Information provided:
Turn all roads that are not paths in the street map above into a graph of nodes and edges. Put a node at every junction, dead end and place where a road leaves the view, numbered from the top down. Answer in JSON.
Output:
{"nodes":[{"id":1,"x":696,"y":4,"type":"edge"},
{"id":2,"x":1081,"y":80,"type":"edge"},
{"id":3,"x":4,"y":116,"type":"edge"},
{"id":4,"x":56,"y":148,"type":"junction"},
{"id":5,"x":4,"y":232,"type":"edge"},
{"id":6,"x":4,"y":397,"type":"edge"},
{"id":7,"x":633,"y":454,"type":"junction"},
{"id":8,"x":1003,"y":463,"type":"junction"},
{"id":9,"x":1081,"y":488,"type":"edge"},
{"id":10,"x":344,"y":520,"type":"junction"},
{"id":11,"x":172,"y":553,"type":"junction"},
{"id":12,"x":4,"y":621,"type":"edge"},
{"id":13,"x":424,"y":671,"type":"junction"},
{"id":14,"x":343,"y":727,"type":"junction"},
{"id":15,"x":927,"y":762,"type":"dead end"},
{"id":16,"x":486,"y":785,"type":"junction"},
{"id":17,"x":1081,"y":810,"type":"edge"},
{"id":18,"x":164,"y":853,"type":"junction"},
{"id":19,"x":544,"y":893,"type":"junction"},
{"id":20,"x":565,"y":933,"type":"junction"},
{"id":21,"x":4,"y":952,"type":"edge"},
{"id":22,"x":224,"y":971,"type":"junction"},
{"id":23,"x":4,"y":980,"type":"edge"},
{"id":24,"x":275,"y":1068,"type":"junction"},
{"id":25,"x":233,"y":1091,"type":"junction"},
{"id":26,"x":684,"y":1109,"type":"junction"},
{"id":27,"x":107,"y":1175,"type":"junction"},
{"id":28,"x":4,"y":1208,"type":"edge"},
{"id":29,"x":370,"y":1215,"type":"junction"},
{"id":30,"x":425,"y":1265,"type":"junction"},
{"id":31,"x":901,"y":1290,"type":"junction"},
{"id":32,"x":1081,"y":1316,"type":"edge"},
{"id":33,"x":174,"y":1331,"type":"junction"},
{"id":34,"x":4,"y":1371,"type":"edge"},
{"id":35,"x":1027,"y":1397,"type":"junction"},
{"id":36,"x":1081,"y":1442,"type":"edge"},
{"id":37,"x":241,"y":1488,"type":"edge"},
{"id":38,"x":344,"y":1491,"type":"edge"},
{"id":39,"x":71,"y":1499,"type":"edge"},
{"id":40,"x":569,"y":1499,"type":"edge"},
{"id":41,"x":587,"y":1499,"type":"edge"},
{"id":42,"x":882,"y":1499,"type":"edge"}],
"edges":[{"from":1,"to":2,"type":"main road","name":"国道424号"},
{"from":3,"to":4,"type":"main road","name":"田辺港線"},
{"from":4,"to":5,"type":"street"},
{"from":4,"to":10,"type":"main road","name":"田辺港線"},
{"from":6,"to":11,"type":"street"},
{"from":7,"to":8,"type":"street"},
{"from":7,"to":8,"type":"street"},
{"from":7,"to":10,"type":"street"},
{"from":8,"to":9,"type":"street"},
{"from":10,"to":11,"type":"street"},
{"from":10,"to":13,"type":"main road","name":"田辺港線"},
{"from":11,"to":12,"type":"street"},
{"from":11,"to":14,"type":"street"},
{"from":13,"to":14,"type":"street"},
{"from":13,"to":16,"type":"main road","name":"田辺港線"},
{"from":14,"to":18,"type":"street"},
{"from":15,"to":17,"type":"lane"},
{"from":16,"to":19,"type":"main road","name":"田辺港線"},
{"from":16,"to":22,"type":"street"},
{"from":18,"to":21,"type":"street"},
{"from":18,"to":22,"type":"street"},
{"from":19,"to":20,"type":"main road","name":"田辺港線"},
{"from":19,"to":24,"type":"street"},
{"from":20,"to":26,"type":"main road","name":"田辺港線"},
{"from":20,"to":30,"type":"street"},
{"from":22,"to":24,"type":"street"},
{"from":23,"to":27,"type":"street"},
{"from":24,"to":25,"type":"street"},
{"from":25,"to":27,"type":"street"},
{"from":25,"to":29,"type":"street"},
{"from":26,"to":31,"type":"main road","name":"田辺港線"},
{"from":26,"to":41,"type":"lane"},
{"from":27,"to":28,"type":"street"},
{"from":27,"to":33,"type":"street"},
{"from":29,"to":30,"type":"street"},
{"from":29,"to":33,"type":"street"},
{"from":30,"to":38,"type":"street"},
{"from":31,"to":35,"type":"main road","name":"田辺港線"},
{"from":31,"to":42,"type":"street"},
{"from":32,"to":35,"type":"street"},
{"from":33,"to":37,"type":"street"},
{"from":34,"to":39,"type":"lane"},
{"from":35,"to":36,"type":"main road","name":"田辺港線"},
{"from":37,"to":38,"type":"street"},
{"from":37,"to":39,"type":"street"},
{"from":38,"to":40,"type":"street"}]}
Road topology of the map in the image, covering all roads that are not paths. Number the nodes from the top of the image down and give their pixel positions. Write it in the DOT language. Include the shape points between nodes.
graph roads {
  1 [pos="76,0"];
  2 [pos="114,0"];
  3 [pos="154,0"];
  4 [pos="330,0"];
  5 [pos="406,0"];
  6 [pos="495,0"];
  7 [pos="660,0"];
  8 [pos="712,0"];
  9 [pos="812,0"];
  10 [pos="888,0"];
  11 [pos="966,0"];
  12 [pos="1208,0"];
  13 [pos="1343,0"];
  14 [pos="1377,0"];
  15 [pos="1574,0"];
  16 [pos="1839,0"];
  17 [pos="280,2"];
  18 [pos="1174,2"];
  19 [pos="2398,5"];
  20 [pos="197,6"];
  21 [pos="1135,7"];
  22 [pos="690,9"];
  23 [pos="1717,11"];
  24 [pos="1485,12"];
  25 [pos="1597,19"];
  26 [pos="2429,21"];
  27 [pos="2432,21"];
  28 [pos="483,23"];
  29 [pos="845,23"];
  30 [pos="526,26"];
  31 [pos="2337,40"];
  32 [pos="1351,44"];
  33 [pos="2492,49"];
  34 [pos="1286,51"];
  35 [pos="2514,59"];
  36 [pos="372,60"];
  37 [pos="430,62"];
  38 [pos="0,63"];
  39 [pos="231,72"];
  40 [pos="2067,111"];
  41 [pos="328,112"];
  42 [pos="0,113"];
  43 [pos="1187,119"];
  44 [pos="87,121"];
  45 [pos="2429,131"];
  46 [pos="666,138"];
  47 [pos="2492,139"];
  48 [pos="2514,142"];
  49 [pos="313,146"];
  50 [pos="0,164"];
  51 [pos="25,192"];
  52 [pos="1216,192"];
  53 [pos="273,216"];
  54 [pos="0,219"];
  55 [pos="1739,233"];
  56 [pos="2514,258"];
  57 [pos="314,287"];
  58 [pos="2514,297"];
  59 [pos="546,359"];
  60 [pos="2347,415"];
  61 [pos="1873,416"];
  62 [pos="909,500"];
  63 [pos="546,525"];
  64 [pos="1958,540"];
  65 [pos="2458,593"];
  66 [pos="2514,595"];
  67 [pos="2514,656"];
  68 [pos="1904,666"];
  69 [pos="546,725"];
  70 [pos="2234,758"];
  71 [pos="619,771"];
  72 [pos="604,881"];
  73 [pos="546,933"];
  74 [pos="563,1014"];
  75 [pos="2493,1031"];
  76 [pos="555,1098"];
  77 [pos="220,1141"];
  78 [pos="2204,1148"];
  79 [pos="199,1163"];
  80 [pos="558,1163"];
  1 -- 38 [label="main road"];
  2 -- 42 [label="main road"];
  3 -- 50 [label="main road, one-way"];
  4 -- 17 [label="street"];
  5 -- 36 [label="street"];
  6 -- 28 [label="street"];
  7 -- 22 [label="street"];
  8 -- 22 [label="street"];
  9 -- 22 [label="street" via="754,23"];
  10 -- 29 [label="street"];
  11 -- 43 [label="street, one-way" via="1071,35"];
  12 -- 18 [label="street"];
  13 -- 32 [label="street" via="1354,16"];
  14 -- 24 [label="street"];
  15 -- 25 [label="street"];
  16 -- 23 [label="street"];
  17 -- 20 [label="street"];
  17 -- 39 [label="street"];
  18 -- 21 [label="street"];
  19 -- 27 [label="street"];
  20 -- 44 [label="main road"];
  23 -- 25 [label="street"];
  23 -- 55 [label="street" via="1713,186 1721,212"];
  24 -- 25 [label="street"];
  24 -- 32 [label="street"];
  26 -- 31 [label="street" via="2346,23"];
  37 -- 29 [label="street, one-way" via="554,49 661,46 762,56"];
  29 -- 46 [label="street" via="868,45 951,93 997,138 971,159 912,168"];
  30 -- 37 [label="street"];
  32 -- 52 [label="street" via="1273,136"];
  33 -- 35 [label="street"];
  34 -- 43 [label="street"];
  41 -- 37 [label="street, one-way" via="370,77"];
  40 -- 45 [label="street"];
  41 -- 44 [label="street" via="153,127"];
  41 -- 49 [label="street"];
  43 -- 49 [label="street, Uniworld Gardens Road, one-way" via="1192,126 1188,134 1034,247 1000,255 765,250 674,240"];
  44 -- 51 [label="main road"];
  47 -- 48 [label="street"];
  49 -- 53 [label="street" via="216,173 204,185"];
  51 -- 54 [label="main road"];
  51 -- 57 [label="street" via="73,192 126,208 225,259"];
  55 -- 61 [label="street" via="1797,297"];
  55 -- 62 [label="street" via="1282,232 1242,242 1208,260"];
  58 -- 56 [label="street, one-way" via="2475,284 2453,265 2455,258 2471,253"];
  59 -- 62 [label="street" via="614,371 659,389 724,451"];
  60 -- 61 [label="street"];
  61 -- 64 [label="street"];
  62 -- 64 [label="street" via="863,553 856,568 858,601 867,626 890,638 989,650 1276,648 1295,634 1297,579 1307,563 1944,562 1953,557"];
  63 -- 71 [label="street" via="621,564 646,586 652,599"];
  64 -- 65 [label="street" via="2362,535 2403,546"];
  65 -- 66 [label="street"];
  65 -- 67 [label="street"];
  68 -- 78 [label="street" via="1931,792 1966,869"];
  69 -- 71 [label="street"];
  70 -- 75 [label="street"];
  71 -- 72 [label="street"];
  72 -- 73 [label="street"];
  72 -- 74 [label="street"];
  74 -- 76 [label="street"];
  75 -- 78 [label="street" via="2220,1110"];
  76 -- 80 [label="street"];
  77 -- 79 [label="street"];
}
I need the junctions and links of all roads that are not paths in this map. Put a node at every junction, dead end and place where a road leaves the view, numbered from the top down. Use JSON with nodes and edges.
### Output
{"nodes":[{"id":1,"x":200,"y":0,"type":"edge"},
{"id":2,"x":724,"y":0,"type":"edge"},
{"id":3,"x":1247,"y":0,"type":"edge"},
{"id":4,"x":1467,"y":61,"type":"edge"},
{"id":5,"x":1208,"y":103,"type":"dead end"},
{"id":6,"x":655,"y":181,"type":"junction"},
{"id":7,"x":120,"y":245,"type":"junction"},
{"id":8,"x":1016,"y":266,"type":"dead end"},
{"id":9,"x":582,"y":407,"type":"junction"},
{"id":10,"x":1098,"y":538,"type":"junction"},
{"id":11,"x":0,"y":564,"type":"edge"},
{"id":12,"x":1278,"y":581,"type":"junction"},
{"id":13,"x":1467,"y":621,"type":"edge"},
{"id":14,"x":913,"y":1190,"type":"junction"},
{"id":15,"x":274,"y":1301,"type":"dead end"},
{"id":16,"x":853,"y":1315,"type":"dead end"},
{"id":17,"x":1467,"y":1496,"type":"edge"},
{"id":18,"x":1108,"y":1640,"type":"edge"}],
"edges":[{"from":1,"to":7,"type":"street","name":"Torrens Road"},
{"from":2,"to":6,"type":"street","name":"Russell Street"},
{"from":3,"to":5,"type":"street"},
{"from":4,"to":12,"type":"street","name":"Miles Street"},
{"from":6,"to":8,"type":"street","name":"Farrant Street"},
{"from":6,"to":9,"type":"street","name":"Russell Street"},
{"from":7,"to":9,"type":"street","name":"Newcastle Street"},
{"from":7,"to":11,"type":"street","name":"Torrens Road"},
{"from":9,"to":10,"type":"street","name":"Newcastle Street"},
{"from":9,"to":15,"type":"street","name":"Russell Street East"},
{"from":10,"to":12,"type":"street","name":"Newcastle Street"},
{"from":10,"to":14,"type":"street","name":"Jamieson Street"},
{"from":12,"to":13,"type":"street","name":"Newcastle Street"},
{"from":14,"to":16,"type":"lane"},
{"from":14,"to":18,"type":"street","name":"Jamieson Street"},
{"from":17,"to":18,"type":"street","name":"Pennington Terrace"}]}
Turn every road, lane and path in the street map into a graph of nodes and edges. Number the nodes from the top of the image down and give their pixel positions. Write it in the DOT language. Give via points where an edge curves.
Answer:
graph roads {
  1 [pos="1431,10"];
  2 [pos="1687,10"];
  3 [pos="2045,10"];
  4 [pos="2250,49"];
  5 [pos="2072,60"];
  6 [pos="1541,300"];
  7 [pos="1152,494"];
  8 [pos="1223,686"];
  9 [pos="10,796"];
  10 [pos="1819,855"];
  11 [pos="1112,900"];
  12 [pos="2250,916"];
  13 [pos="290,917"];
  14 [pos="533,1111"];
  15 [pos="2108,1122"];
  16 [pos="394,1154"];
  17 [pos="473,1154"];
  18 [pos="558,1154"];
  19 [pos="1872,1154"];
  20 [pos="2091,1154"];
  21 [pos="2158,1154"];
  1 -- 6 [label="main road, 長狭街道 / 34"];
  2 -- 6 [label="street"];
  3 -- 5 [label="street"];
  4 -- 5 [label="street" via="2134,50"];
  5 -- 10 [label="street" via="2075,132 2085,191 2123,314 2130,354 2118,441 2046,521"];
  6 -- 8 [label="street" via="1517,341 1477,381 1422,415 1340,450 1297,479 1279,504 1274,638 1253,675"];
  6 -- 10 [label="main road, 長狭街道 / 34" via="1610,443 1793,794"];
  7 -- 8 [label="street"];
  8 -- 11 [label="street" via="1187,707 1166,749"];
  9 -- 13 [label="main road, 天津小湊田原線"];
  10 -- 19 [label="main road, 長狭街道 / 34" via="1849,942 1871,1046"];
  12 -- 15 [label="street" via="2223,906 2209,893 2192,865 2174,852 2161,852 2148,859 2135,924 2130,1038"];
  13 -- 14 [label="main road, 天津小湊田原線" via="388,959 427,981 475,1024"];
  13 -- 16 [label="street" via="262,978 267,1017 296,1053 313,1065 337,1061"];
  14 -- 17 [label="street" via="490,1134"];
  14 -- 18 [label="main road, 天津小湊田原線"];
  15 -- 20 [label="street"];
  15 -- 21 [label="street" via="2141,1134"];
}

Work item: Show the lines of the records that include the string "image".

Task response:
Road topology of the map in the image, covering all roads that are not paths. Number the nodes from the top of the image down and give their pixel positions. Write it in the DOT language. Include the shape points between nodes.
Turn every road, lane and path in the street map into a graph of nodes and edges. Number the nodes from the top of the image down and give their pixel positions. Write it in the DOT language. Give via points where an edge curves.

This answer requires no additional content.